Manis sekali, perlakuan yang baru saja ia dapat dari Dina. Evelyn mengusap pelan pipi Dina yang menggemaskan. "Makasih ya, romantis banget!" Dina mengangguk dan tersenyum.
'Sekarang kita gak bisa seperti dulu lagi. Renjana udah berubah, udah ada Alesya yang menemaninya termasuk sikapnya pun berubah drastis.'
Bahkan Evelyn rasa jika Renjana sudah tak lagi menganggapnya sebagai teman ataupun sahabat masa kecilnya.
Berbanding jauh sekali dengan yang dahulu, semenjak Renjana gabung Bima Nasional bagi Evelyn perubahannya 360°.
Renjana yang lebih peduli dengan teman dan juga lingkungannya, berbanding jauh dengan yang sekarang tak memperdulikan apapun selain misi dan tujuannya yang penting berjalan dengan lancar.

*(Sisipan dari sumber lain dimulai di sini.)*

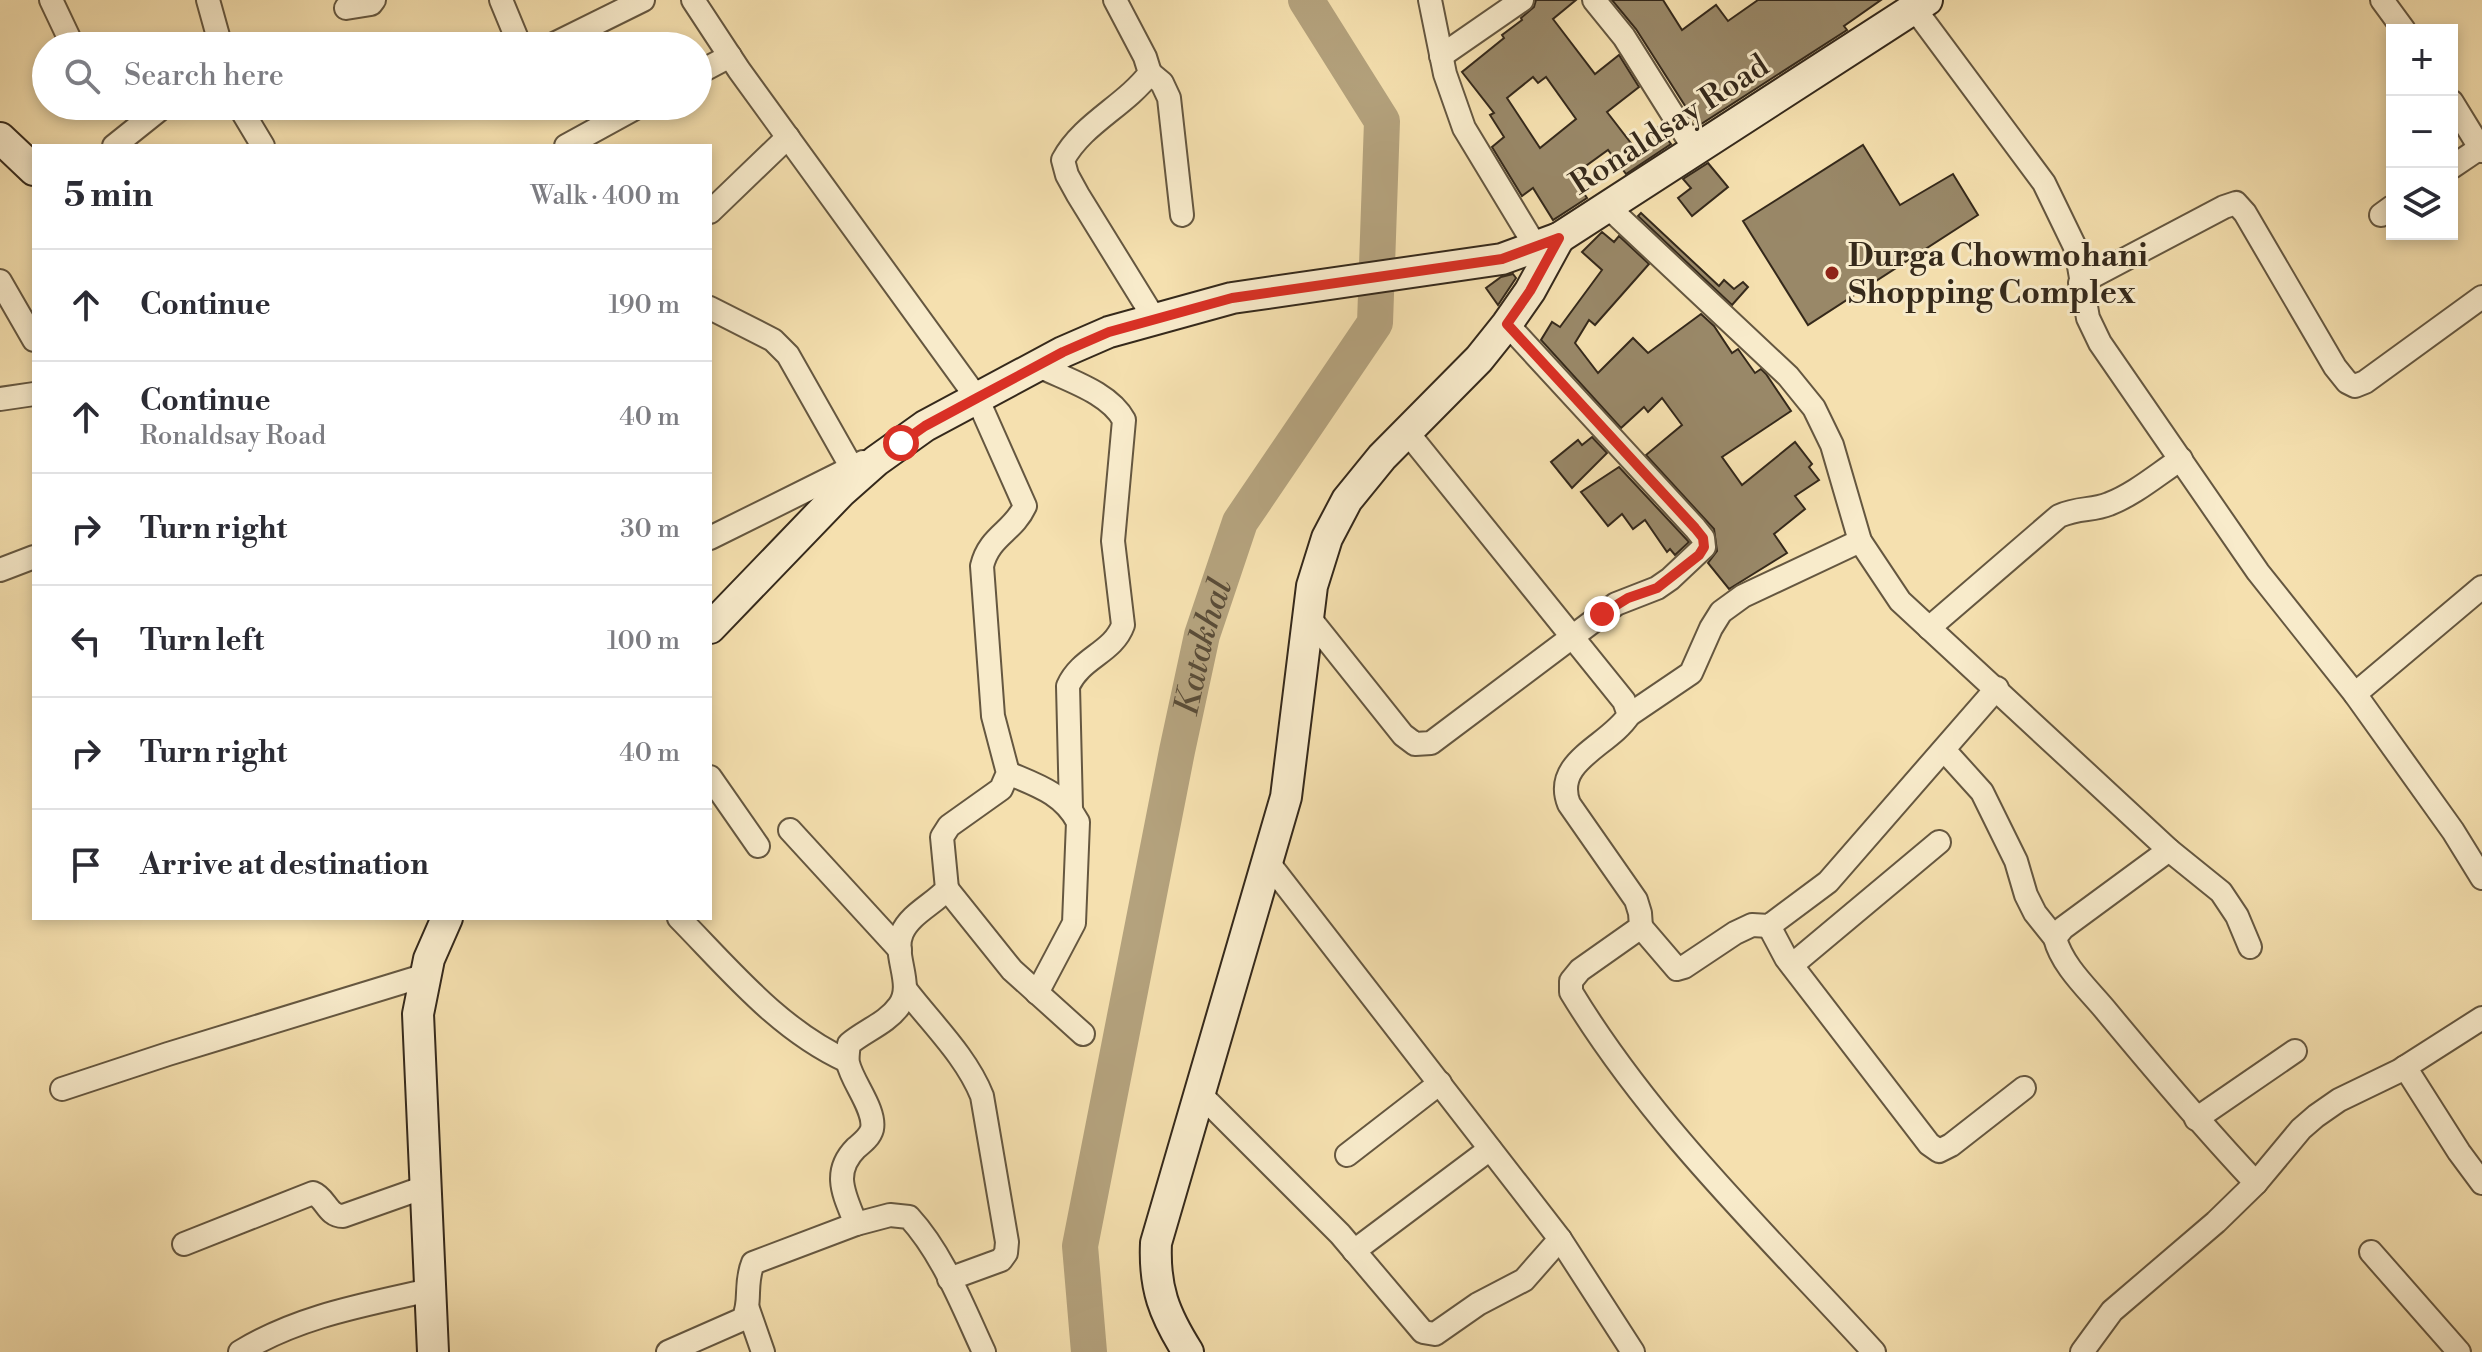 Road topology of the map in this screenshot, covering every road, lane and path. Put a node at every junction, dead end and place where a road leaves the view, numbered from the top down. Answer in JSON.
{"nodes":[{"id":1,"x":51,"y":0,"type":"edge"},
{"id":2,"x":208,"y":0,"type":"edge"},
{"id":3,"x":374,"y":0,"type":"edge"},
{"id":4,"x":501,"y":0,"type":"edge"},
{"id":5,"x":643,"y":0,"type":"edge"},
{"id":6,"x":693,"y":0,"type":"edge"},
{"id":7,"x":1115,"y":0,"type":"edge"},
{"id":8,"x":1430,"y":0,"type":"edge"},
{"id":9,"x":1522,"y":0,"type":"edge"},
{"id":10,"x":1594,"y":0,"type":"edge"},
{"id":11,"x":2382,"y":0,"type":"edge"},
{"id":12,"x":1916,"y":3,"type":"edge"},
{"id":13,"x":346,"y":8,"type":"dead end"},
{"id":14,"x":2400,"y":24,"type":"edge"},
{"id":15,"x":66,"y":32,"type":"edge"},
{"id":16,"x":217,"y":32,"type":"edge"},
{"id":17,"x":514,"y":32,"type":"edge"},
{"id":18,"x":578,"y":32,"type":"edge"},
{"id":19,"x":730,"y":56,"type":"junction"},
{"id":20,"x":1441,"y":56,"type":"junction"},
{"id":21,"x":712,"y":66,"type":"edge"},
{"id":22,"x":1150,"y":73,"type":"junction"},
{"id":23,"x":2458,"y":112,"type":"edge"},
{"id":24,"x":146,"y":120,"type":"edge"},
{"id":25,"x":247,"y":120,"type":"edge"},
{"id":26,"x":613,"y":120,"type":"edge"},
{"id":27,"x":788,"y":137,"type":"junction"},
{"id":28,"x":116,"y":144,"type":"edge"},
{"id":29,"x":262,"y":144,"type":"edge"},
{"id":30,"x":570,"y":144,"type":"edge"},
{"id":31,"x":3,"y":146,"type":"edge"},
{"id":32,"x":2481,"y":149,"type":"edge"},
{"id":33,"x":1695,"y":150,"type":"junction"},
{"id":34,"x":2458,"y":163,"type":"edge"},
{"id":35,"x":32,"y":168,"type":"edge"},
{"id":36,"x":1608,"y":207,"type":"junction"},
{"id":37,"x":712,"y":210,"type":"edge"},
{"id":38,"x":1182,"y":215,"type":"dead end"},
{"id":39,"x":1547,"y":242,"type":"junction"},
{"id":40,"x":0,"y":281,"type":"edge"},
{"id":41,"x":2080,"y":283,"type":"junction"},
{"id":42,"x":2482,"y":297,"type":"edge"},
{"id":43,"x":712,"y":309,"type":"edge"},
{"id":44,"x":1154,"y":318,"type":"junction"},
{"id":45,"x":1507,"y":324,"type":"junction"},
{"id":46,"x":32,"y":337,"type":"edge"},
{"id":47,"x":1039,"y":366,"type":"junction"},
{"id":48,"x":32,"y":394,"type":"edge"},
{"id":49,"x":977,"y":398,"type":"junction"},
{"id":50,"x":0,"y":399,"type":"edge"},
{"id":51,"x":1407,"y":432,"type":"junction"},
{"id":52,"x":901,"y":443,"type":"junction"},
{"id":53,"x":2181,"y":459,"type":"junction"},
{"id":54,"x":852,"y":468,"type":"junction"},
{"id":55,"x":712,"y":537,"type":"edge"},
{"id":56,"x":1860,"y":541,"type":"junction"},
{"id":57,"x":32,"y":558,"type":"edge"},
{"id":58,"x":0,"y":570,"type":"edge"},
{"id":59,"x":2482,"y":587,"type":"edge"},
{"id":60,"x":1308,"y":616,"type":"junction"},
{"id":61,"x":712,"y":626,"type":"edge"},
{"id":62,"x":1929,"y":628,"type":"junction"},
{"id":63,"x":1573,"y":638,"type":"junction"},
{"id":64,"x":1997,"y":688,"type":"junction"},
{"id":65,"x":2355,"y":694,"type":"junction"},
{"id":66,"x":1629,"y":715,"type":"junction"},
{"id":67,"x":1945,"y":751,"type":"junction"},
{"id":68,"x":1008,"y":773,"type":"junction"},
{"id":69,"x":712,"y":780,"type":"edge"},
{"id":70,"x":1071,"y":809,"type":"junction"},
{"id":71,"x":790,"y":830,"type":"dead end"},
{"id":72,"x":1939,"y":842,"type":"dead end"},
{"id":73,"x":758,"y":846,"type":"dead end"},
{"id":74,"x":2169,"y":850,"type":"junction"},
{"id":75,"x":1267,"y":861,"type":"junction"},
{"id":76,"x":2482,"y":878,"type":"edge"},
{"id":77,"x":947,"y":889,"type":"junction"},
{"id":78,"x":423,"y":920,"type":"edge"},
{"id":79,"x":446,"y":920,"type":"edge"},
{"id":80,"x":681,"y":920,"type":"edge"},
{"id":81,"x":1769,"y":926,"type":"junction"},
{"id":82,"x":1641,"y":927,"type":"junction"},
{"id":83,"x":2055,"y":938,"type":"junction"},
{"id":84,"x":2250,"y":947,"type":"dead end"},
{"id":85,"x":900,"y":950,"type":"junction"},
{"id":86,"x":1792,"y":965,"type":"junction"},
{"id":87,"x":428,"y":967,"type":"junction"},
{"id":88,"x":906,"y":990,"type":"junction"},
{"id":89,"x":1037,"y":993,"type":"junction"},
{"id":90,"x":2482,"y":1018,"type":"edge"},
{"id":91,"x":1083,"y":1034,"type":"dead end"},
{"id":92,"x":2295,"y":1051,"type":"dead end"},
{"id":93,"x":847,"y":1061,"type":"junction"},
{"id":94,"x":2405,"y":1067,"type":"junction"},
{"id":95,"x":1440,"y":1083,"type":"junction"},
{"id":96,"x":2024,"y":1088,"type":"dead end"},
{"id":97,"x":62,"y":1089,"type":"dead end"},
{"id":98,"x":1201,"y":1095,"type":"junction"},
{"id":99,"x":2196,"y":1119,"type":"junction"},
{"id":100,"x":1490,"y":1149,"type":"junction"},
{"id":101,"x":1347,"y":1155,"type":"dead end"},
{"id":102,"x":2256,"y":1183,"type":"junction"},
{"id":103,"x":2482,"y":1183,"type":"edge"},
{"id":104,"x":425,"y":1187,"type":"junction"},
{"id":105,"x":856,"y":1224,"type":"junction"},
{"id":106,"x":1560,"y":1239,"type":"junction"},
{"id":107,"x":184,"y":1244,"type":"dead end"},
{"id":108,"x":1354,"y":1251,"type":"junction"},
{"id":109,"x":2371,"y":1252,"type":"dead end"},
{"id":110,"x":949,"y":1279,"type":"junction"},
{"id":111,"x":430,"y":1290,"type":"junction"},
{"id":112,"x":748,"y":1309,"type":"junction"},
{"id":113,"x":240,"y":1352,"type":"edge"},
{"id":114,"x":433,"y":1352,"type":"edge"},
{"id":115,"x":668,"y":1352,"type":"edge"},
{"id":116,"x":763,"y":1352,"type":"edge"},
{"id":117,"x":984,"y":1352,"type":"edge"},
{"id":118,"x":1188,"y":1352,"type":"edge"},
{"id":119,"x":1633,"y":1352,"type":"edge"},
{"id":120,"x":1874,"y":1352,"type":"edge"},
{"id":121,"x":2082,"y":1352,"type":"edge"},
{"id":122,"x":2459,"y":1352,"type":"edge"}],
"edges":[{"from":1,"to":15,"type":"street"},
{"from":2,"to":16,"type":"street"},
{"from":3,"to":13,"type":"street"},
{"from":4,"to":17,"type":"street"},
{"from":5,"to":18,"type":"street"},
{"from":6,"to":19,"type":"street"},
{"from":7,"to":22,"type":"street"},
{"from":8,"to":20,"type":"street"},
{"from":9,"to":20,"type":"street"},
{"from":10,"to":33,"type":"street"},
{"from":11,"to":14,"type":"street"},
{"from":12,"to":33,"type":"street","name":"Ronaldsay Road"},
{"from":12,"to":41,"type":"street"},
{"from":19,"to":21,"type":"street"},
{"from":19,"to":27,"type":"street"},
{"from":20,"to":39,"type":"street"},
{"from":22,"to":38,"type":"street"},
{"from":22,"to":44,"type":"street"},
{"from":23,"to":32,"type":"street"},
{"from":24,"to":28,"type":"street"},
{"from":25,"to":29,"type":"street"},
{"from":26,"to":30,"type":"street"},
{"from":27,"to":37,"type":"street"},
{"from":27,"to":49,"type":"street"},
{"from":31,"to":35,"type":"street"},
{"from":32,"to":34,"type":"street"},
{"from":33,"to":36,"type":"street","name":"Ronaldsay Road"},
{"from":36,"to":39,"type":"street","name":"Ronaldsay Road"},
{"from":36,"to":56,"type":"street"},
{"from":39,"to":44,"type":"street","name":"Ronaldsay Road"},
{"from":39,"to":45,"type":"street"},
{"from":40,"to":46,"type":"street"},
{"from":41,"to":42,"type":"street"},
{"from":41,"to":53,"type":"street"},
{"from":43,"to":54,"type":"street"},
{"from":44,"to":47,"type":"street","name":"Ronaldsay Road"},
{"from":45,"to":51,"type":"street"},
{"from":45,"to":63,"type":"street"},
{"from":47,"to":49,"type":"street","name":"Ronaldsay Road"},
{"from":47,"to":70,"type":"street"},
{"from":48,"to":50,"type":"street"},
{"from":49,"to":52,"type":"street","name":"Ronaldsay Road"},
{"from":49,"to":68,"type":"street"},
{"from":51,"to":60,"type":"street"},
{"from":51,"to":63,"type":"street"},
{"from":52,"to":54,"type":"street"},
{"from":52,"to":61,"type":"street","name":"Ronaldsay Road"},
{"from":53,"to":62,"type":"street"},
{"from":53,"to":65,"type":"street"},
{"from":54,"to":55,"type":"street"},
{"from":56,"to":62,"type":"street"},
{"from":56,"to":66,"type":"street"},
{"from":57,"to":58,"type":"street"},
{"from":59,"to":65,"type":"street"},
{"from":60,"to":63,"type":"street"},
{"from":60,"to":75,"type":"street"},
{"from":62,"to":64,"type":"street"},
{"from":63,"to":66,"type":"street"},
{"from":64,"to":67,"type":"street"},
{"from":64,"to":74,"type":"street"},
{"from":65,"to":76,"type":"street"},
{"from":66,"to":82,"type":"street"},
{"from":67,"to":81,"type":"street"},
{"from":67,"to":83,"type":"street"},
{"from":68,"to":70,"type":"street"},
{"from":68,"to":77,"type":"street"},
{"from":69,"to":73,"type":"street"},
{"from":70,"to":89,"type":"street"},
{"from":71,"to":85,"type":"street"},
{"from":72,"to":86,"type":"street"},
{"from":74,"to":83,"type":"street"},
{"from":74,"to":84,"type":"street"},
{"from":75,"to":95,"type":"street"},
{"from":75,"to":98,"type":"street"},
{"from":77,"to":85,"type":"street"},
{"from":77,"to":89,"type":"street"},
{"from":78,"to":87,"type":"street"},
{"from":79,"to":87,"type":"street"},
{"from":80,"to":93,"type":"street"},
{"from":81,"to":82,"type":"street"},
{"from":81,"to":86,"type":"street"},
{"from":82,"to":120,"type":"street"},
{"from":83,"to":99,"type":"street"},
{"from":85,"to":88,"type":"street"},
{"from":86,"to":96,"type":"street"},
{"from":87,"to":97,"type":"street"},
{"from":87,"to":104,"type":"street"},
{"from":88,"to":93,"type":"street"},
{"from":88,"to":110,"type":"street"},
{"from":89,"to":91,"type":"street"},
{"from":90,"to":94,"type":"street"},
{"from":92,"to":99,"type":"street"},
{"from":93,"to":105,"type":"street"},
{"from":94,"to":102,"type":"street"},
{"from":94,"to":103,"type":"street"},
{"from":95,"to":100,"type":"street"},
{"from":95,"to":101,"type":"street"},
{"from":98,"to":108,"type":"street"},
{"from":98,"to":118,"type":"street"},
{"from":99,"to":102,"type":"street"},
{"from":100,"to":106,"type":"street"},
{"from":100,"to":108,"type":"street"},
{"from":102,"to":121,"type":"street"},
{"from":104,"to":107,"type":"street"},
{"from":104,"to":111,"type":"street"},
{"from":105,"to":110,"type":"street"},
{"from":105,"to":112,"type":"street"},
{"from":106,"to":108,"type":"street"},
{"from":106,"to":119,"type":"street"},
{"from":109,"to":122,"type":"street"},
{"from":110,"to":117,"type":"street"},
{"from":111,"to":113,"type":"street"},
{"from":111,"to":114,"type":"street"},
{"from":112,"to":115,"type":"street"},
{"from":112,"to":116,"type":"street"}]}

Evelyn hanya berharap jika suatu saat nanti dia bis membawa Renjana ke jalan yang lurus. Menyadari jika dia yang sekarang sudah jauh dengan dirinya yang dahulu. Bahkan jika boleh dikatakan Evelyn tidak mengenal Renjana, tapi mengenalnya sebagai Aren.
"Kak! Mau main pesawat terbang gak kak? Biasanya juga kakak tulis pesan di pesawat itu dan biarkan terbang oleh angin." Dina mengajak Evelyn secara tidak langsung.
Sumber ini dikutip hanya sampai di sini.